--- MATERIALS PROVIDED ---

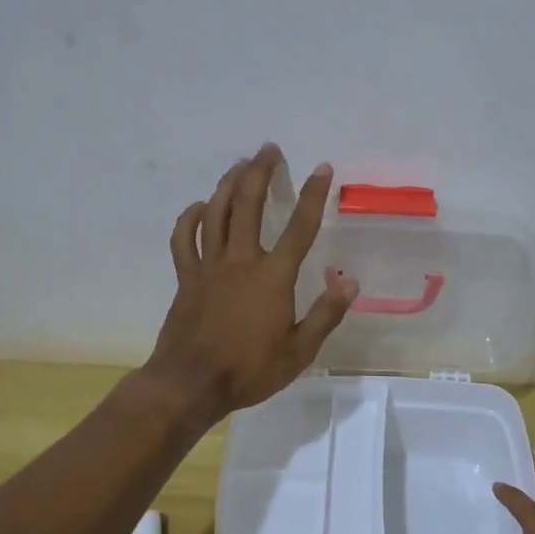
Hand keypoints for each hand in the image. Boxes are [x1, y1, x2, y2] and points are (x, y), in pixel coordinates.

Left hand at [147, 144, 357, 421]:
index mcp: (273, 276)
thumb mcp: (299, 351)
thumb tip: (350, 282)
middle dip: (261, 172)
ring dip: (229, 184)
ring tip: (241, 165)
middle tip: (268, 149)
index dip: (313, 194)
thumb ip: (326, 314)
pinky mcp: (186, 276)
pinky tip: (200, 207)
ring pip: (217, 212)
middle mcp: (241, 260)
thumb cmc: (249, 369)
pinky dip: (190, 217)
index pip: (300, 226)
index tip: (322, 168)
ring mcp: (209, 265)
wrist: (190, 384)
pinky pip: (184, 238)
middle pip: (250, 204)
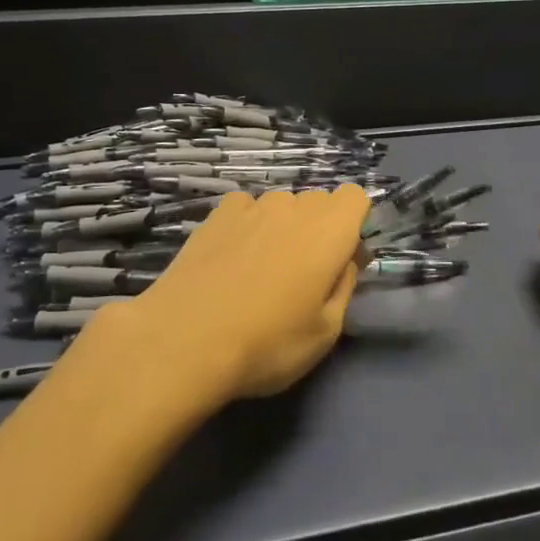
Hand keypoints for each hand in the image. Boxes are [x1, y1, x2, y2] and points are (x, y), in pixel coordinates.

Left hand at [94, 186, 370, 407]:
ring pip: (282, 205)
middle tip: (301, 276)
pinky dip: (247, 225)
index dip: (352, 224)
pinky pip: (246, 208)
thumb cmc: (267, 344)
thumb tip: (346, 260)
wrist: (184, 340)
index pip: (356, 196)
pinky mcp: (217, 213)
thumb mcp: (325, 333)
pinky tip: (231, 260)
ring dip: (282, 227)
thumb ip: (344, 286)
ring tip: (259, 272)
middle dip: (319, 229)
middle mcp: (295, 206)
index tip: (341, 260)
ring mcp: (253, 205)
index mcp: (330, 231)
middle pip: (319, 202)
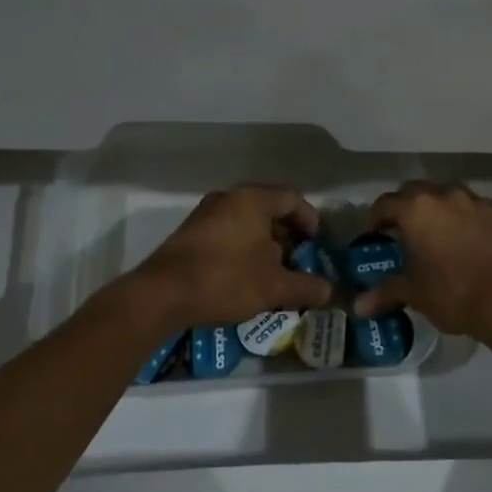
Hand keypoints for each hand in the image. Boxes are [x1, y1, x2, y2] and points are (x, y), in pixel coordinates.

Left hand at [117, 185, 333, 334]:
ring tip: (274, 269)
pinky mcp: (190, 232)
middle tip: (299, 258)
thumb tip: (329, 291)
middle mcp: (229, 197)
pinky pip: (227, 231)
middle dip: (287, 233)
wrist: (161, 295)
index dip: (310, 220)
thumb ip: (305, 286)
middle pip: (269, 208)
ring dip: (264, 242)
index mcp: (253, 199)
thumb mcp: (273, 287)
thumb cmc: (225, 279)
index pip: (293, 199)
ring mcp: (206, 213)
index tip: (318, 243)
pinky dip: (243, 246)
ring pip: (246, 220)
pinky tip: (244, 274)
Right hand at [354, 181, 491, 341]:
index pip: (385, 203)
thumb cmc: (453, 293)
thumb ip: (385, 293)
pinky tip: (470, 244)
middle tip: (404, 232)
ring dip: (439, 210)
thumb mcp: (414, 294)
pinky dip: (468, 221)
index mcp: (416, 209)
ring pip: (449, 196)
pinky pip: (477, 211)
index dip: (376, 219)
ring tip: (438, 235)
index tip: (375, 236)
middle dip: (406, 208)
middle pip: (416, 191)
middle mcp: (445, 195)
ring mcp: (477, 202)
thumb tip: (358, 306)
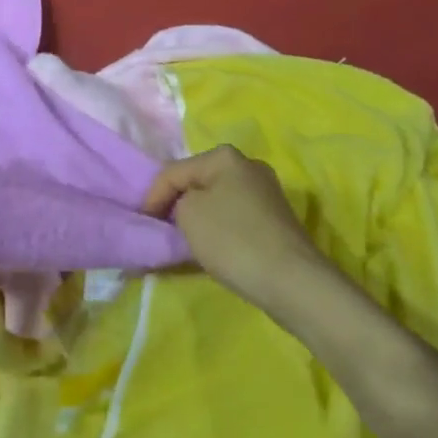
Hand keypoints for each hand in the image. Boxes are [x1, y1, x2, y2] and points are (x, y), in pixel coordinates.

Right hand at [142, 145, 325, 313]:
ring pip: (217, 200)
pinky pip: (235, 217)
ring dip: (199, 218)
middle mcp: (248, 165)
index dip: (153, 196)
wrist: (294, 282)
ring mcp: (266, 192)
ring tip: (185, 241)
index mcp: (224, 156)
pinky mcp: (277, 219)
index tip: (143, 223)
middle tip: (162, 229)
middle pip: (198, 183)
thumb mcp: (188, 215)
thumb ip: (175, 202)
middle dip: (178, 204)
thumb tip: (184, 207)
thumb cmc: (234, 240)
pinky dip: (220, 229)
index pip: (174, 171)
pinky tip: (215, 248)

---
--- MATERIALS PROVIDED ---

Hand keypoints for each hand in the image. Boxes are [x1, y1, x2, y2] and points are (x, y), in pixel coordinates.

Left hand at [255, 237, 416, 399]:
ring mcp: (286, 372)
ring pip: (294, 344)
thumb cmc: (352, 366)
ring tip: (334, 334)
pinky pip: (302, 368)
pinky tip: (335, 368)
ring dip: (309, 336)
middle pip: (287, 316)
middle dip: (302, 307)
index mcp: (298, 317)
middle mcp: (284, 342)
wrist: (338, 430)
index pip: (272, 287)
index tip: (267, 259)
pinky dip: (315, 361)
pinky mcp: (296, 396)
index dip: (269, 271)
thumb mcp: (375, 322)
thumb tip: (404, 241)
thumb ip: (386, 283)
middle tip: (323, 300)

---
--- MATERIALS PROVIDED ---

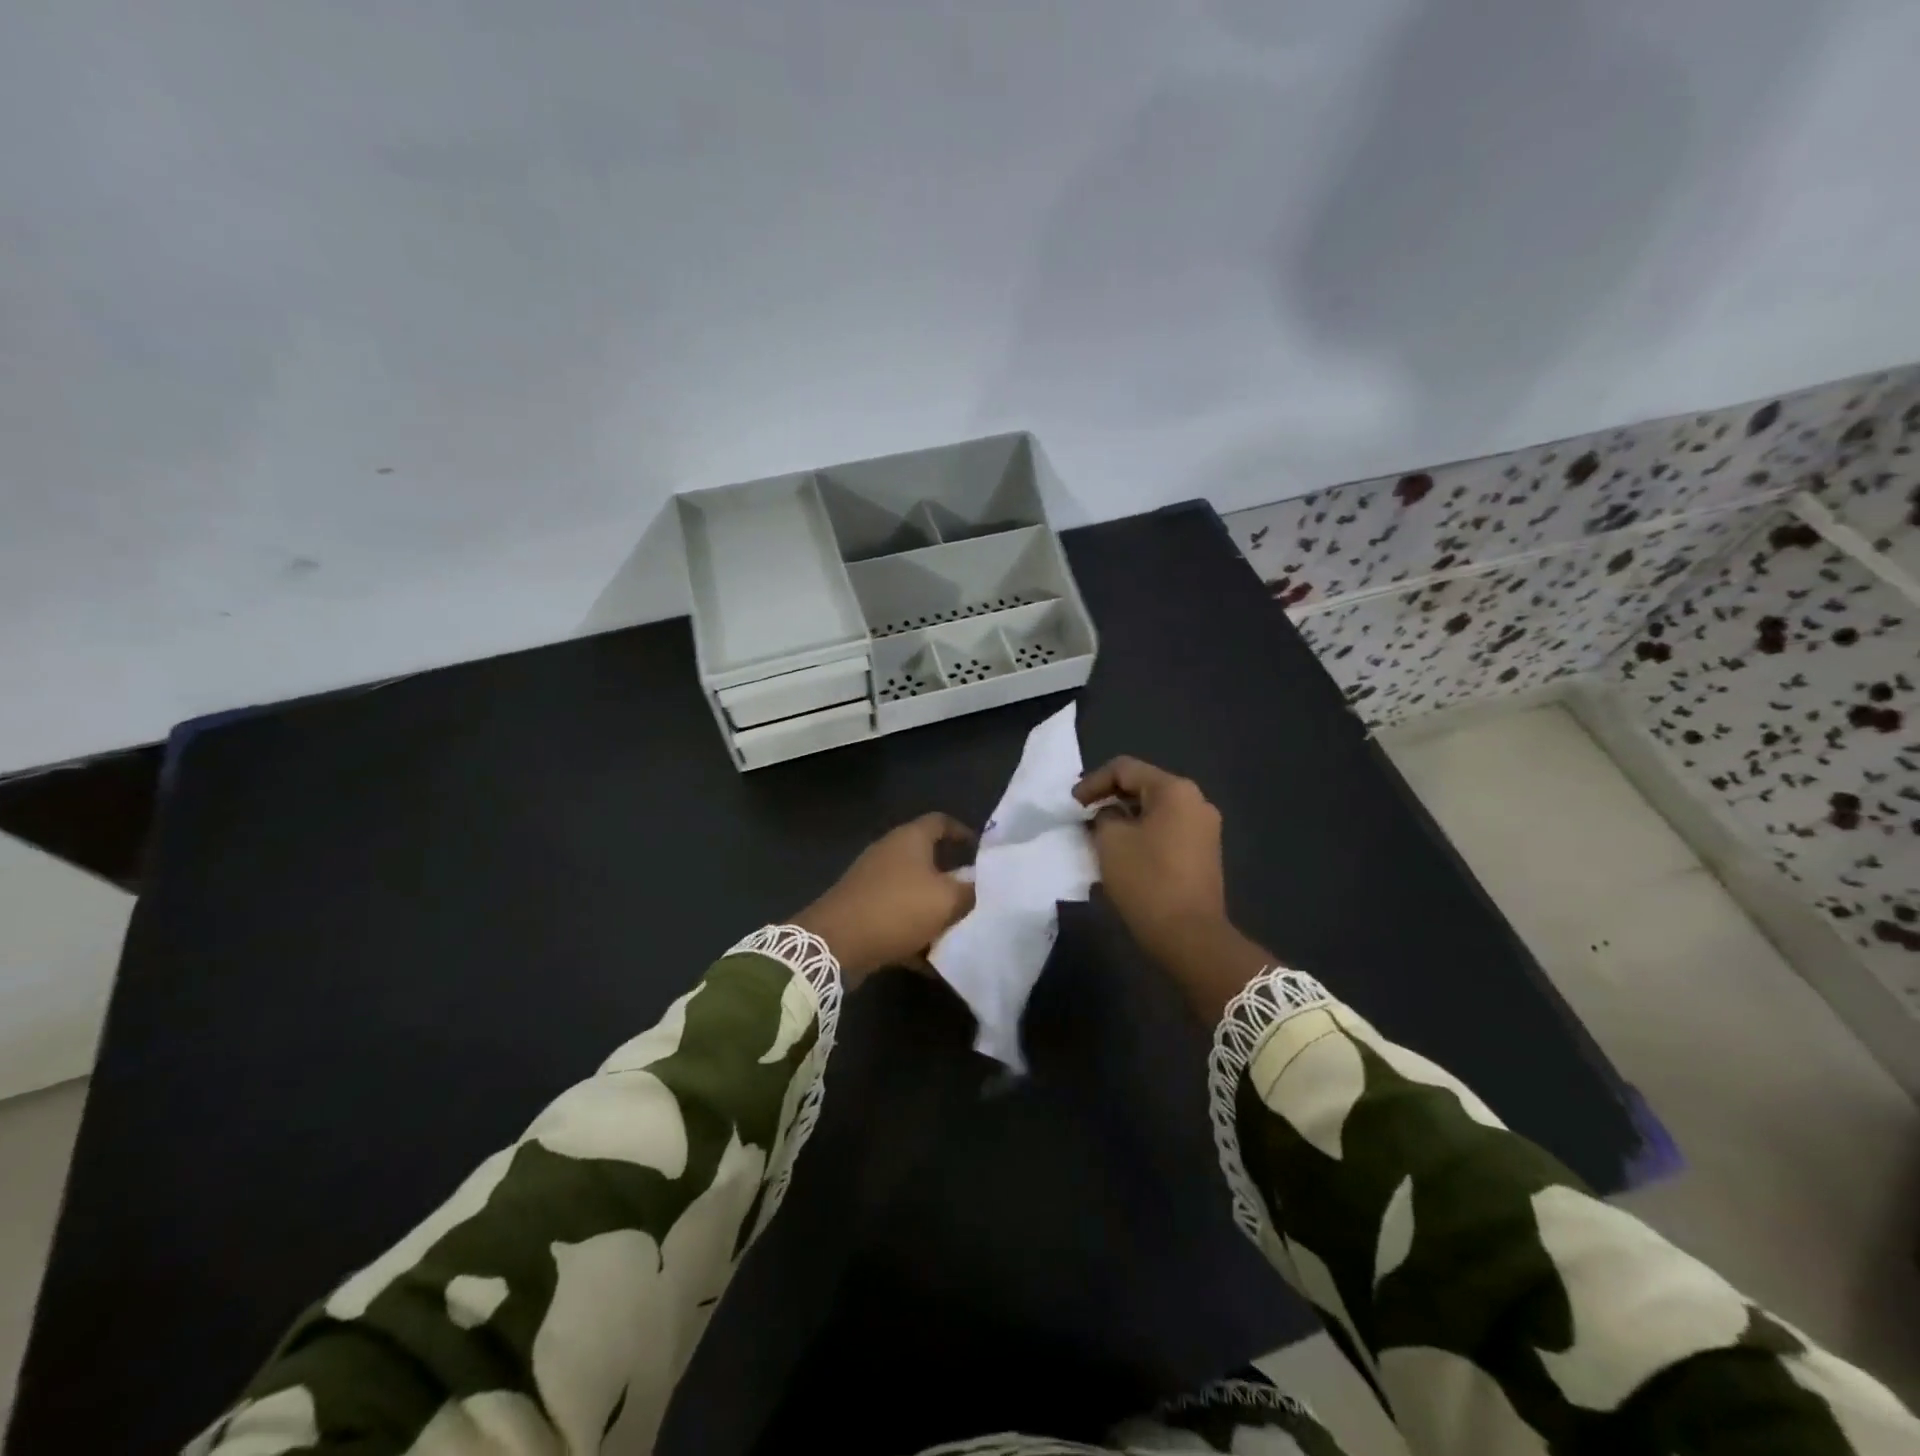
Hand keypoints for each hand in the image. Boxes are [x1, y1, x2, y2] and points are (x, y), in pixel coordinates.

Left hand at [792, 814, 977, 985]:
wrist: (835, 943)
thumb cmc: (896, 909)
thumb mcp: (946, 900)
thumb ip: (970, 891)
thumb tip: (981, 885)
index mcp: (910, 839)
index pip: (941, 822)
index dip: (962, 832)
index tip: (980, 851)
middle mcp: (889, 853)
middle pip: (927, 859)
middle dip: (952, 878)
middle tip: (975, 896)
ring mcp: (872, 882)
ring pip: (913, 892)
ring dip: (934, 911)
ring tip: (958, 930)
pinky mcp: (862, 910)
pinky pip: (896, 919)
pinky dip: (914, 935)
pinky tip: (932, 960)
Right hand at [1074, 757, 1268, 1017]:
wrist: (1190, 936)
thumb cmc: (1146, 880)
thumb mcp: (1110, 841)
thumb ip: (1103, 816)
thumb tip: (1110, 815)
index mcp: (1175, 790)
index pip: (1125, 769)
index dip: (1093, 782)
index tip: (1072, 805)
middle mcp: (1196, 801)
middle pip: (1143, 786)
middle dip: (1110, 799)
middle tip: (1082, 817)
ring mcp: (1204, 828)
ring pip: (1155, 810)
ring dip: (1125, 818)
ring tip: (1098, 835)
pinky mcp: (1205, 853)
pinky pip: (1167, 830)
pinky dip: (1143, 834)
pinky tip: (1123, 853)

---

Write out, word for word, the stretch of entries that begins at the line with "pinky mcp: (186, 276)" and ends at the line with "index tip: (318, 243)". Pictures do not belong in it.

pinky mcp: (186, 276)
pinky tip: (200, 207)
ring pip: (217, 212)
middle mcp: (241, 260)
thumb cmc: (249, 369)
pinky dip: (190, 217)
index pip: (300, 226)
index tip: (322, 168)
ring mcp: (209, 265)
wrist: (190, 384)
pinky pip: (184, 238)
middle pip: (250, 204)
Hand keypoints for each hand in the image. Boxes are [x1, y1, x2, y2] and points are (x, y), in pixel coordinates.

Left hand at [94, 186, 370, 407]:
ring pip: (282, 205)
middle tip: (301, 276)
pinky dip: (247, 225)
index dip: (352, 224)
pinky pip: (246, 208)
thumb cmc: (267, 344)
thumb tip: (346, 260)
wrist: (184, 340)
index pip: (356, 196)
pinky mcp: (217, 213)
thumb mcp: (325, 333)
pinky tip: (231, 260)
ring dip: (282, 227)
thumb ip: (344, 286)
ring tip: (259, 272)
middle dip: (319, 229)
middle mcp: (295, 206)
index tip: (341, 260)
ring mcp: (253, 205)
index mcp: (330, 231)
middle pip: (319, 202)
Hand keypoints for each hand in the image. Boxes are [x1, y1, x2, y2] and points are (x, y), in pixel coordinates.

Left hand at [117, 185, 333, 334]:
ring tip: (274, 269)
pinky mcp: (190, 232)
middle tip: (299, 258)
thumb tip: (329, 291)
middle mcp: (229, 197)
pinky pip: (227, 231)
middle dip: (287, 233)
wrist: (161, 295)
index dip: (310, 220)
thumb ip: (305, 286)
middle pip: (269, 208)
ring dip: (264, 242)
index mcp: (253, 199)
thumb mcp: (273, 287)
thumb cmc: (225, 279)
index pip: (293, 199)
ring mcp: (206, 213)
index tip: (318, 243)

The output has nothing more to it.